◆ YOUR GOAL ◆
Whenever a line in the data contains "Augusta", show that line.

■ ■ ■ ■

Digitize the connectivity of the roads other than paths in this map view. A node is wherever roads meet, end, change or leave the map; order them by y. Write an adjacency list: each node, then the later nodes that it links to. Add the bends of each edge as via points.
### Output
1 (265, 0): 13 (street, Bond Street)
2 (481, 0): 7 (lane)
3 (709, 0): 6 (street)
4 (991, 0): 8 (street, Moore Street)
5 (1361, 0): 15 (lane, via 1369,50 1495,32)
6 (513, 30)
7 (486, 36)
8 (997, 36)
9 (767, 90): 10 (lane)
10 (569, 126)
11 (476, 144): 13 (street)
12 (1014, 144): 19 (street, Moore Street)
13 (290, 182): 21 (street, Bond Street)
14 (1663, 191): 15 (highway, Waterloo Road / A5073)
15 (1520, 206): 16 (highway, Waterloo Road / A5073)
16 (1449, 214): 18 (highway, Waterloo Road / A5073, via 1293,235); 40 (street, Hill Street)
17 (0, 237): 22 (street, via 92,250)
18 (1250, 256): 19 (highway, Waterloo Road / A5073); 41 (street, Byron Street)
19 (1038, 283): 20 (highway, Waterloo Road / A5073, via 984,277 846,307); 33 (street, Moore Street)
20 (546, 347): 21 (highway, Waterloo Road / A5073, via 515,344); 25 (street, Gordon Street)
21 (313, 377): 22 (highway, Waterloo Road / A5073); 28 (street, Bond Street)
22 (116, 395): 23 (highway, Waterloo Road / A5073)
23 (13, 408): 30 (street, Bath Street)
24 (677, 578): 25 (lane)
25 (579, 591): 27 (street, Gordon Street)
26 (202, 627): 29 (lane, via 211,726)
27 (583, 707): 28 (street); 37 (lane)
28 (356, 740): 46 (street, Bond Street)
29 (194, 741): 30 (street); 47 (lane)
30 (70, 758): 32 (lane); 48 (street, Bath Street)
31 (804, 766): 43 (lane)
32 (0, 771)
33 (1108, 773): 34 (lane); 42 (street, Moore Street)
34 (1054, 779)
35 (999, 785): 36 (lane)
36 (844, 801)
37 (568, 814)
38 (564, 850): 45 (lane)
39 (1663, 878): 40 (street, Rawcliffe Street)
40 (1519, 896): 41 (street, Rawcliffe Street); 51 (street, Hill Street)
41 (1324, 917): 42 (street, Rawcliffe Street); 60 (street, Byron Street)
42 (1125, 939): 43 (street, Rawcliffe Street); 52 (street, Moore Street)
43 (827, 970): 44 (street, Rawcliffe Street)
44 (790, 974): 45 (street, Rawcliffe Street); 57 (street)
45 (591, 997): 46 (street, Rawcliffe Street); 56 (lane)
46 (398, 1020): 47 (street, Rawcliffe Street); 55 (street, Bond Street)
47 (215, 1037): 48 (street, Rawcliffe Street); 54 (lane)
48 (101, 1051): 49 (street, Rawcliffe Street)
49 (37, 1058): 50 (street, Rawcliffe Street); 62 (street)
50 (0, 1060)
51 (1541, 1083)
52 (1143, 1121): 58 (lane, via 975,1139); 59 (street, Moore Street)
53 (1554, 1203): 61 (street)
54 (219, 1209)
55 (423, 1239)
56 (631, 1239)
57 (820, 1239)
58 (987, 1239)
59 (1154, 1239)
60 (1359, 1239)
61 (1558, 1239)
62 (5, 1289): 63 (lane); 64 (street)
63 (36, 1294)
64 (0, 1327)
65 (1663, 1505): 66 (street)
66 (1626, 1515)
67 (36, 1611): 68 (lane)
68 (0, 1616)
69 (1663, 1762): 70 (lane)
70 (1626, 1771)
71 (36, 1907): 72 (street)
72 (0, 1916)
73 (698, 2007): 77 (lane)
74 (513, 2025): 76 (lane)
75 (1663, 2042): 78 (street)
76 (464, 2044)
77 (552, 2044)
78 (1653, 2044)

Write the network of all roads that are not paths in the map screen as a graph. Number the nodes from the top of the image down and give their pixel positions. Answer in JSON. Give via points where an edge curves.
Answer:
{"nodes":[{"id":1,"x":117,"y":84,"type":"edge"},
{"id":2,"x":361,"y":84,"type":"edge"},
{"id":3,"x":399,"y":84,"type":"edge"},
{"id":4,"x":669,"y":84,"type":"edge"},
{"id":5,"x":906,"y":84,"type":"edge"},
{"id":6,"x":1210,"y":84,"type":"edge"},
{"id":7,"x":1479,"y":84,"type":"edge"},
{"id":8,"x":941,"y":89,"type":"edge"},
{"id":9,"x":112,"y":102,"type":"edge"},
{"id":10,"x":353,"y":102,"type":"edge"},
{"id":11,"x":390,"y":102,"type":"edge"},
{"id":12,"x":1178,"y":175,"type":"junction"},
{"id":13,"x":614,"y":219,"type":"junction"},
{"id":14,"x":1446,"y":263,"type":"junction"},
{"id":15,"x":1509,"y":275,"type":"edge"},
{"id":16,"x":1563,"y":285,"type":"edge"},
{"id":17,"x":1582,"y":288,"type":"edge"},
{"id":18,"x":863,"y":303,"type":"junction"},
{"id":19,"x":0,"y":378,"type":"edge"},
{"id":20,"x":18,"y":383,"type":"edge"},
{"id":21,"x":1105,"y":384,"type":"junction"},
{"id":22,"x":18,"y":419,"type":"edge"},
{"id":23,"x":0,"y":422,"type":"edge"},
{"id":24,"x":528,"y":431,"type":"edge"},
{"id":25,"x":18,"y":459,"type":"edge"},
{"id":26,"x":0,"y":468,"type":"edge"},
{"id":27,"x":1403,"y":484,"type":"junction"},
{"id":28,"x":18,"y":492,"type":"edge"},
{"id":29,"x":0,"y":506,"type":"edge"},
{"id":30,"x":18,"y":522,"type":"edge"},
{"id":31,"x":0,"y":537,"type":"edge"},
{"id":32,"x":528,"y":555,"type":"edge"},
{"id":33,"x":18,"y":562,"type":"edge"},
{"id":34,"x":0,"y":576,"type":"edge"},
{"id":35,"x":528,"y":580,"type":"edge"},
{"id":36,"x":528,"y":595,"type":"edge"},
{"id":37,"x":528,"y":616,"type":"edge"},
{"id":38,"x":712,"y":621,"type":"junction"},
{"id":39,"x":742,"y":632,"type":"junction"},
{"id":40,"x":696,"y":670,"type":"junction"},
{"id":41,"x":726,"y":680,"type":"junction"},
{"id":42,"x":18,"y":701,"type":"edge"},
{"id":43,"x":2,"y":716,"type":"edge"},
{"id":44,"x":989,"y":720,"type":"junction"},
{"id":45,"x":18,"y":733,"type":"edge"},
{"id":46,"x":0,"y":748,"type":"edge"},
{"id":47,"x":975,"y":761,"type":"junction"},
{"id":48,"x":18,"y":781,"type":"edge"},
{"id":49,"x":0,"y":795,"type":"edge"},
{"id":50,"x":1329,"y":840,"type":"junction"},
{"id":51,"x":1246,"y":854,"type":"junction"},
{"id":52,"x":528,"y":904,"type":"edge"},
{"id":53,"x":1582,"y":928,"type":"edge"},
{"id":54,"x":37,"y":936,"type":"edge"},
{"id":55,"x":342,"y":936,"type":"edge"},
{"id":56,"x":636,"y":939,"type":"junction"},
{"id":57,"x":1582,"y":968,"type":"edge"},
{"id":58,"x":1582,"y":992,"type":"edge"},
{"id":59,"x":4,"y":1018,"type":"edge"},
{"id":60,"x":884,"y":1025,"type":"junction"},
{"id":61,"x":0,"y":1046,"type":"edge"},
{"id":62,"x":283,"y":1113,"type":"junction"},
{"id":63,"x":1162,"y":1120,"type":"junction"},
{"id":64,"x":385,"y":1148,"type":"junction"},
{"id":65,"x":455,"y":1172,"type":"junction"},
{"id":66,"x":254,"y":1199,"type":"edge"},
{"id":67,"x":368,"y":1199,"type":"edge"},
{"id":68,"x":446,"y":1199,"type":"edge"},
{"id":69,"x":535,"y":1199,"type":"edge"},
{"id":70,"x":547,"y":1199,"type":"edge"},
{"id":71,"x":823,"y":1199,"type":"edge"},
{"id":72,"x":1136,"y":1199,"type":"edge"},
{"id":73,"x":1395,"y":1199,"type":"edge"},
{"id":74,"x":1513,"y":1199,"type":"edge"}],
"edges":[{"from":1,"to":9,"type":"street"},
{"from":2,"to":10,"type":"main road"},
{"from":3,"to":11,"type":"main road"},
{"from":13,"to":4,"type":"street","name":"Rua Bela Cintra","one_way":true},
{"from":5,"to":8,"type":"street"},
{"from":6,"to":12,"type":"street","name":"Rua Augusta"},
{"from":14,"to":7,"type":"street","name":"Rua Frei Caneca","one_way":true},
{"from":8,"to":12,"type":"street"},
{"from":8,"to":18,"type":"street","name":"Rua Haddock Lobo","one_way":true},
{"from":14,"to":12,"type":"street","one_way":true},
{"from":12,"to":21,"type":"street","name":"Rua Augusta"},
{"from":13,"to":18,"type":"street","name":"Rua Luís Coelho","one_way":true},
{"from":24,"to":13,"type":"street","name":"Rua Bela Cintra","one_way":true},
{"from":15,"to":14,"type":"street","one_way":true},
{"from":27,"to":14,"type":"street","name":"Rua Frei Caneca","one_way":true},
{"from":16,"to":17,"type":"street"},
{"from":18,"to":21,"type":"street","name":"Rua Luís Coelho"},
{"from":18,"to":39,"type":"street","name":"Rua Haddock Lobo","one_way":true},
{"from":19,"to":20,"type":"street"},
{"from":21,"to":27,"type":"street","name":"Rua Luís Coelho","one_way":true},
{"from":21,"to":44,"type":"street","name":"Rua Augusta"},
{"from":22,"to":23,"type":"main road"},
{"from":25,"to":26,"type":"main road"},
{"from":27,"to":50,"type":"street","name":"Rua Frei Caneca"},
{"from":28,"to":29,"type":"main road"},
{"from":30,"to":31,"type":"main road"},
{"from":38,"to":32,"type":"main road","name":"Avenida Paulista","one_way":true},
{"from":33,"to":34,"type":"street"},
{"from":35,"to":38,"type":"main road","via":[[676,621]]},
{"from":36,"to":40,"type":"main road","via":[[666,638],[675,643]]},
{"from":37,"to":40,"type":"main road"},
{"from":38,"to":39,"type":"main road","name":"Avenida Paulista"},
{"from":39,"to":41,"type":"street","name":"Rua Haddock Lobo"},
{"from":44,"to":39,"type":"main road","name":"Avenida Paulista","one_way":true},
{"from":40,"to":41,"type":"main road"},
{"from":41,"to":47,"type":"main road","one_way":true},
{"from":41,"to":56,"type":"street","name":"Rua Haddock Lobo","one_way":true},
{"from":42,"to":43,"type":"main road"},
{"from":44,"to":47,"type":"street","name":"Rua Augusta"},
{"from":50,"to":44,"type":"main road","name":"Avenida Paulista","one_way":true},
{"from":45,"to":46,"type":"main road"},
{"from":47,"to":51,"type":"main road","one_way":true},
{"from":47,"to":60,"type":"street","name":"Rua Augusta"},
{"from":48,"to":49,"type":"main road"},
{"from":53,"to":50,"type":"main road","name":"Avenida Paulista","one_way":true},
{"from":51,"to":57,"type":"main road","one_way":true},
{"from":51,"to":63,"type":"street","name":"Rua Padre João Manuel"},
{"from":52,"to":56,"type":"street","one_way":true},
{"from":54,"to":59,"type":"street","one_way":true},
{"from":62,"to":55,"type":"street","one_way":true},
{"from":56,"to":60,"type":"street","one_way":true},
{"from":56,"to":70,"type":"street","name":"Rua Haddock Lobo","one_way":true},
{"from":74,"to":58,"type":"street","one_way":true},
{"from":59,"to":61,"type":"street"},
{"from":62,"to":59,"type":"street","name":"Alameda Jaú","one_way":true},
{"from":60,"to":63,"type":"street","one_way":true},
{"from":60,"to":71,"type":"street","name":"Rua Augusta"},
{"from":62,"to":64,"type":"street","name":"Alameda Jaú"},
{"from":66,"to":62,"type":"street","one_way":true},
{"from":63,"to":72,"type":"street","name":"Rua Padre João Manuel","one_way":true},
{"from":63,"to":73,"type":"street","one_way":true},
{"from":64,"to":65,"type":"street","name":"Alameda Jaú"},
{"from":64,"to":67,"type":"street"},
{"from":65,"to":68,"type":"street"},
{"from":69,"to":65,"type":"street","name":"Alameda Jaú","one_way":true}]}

■ ■ ■ ■

◆ OUTPUT OF THE TASK ◆
{"from":6,"to":12,"type":"street","name":"Rua Augusta"},
{"from":12,"to":21,"type":"street","name":"Rua Augusta"},
{"from":21,"to":44,"type":"street","name":"Rua Augusta"},
{"from":44,"to":47,"type":"street","name":"Rua Augusta"},
{"from":47,"to":60,"type":"street","name":"Rua Augusta"},
{"from":60,"to":71,"type":"street","name":"Rua Augusta"},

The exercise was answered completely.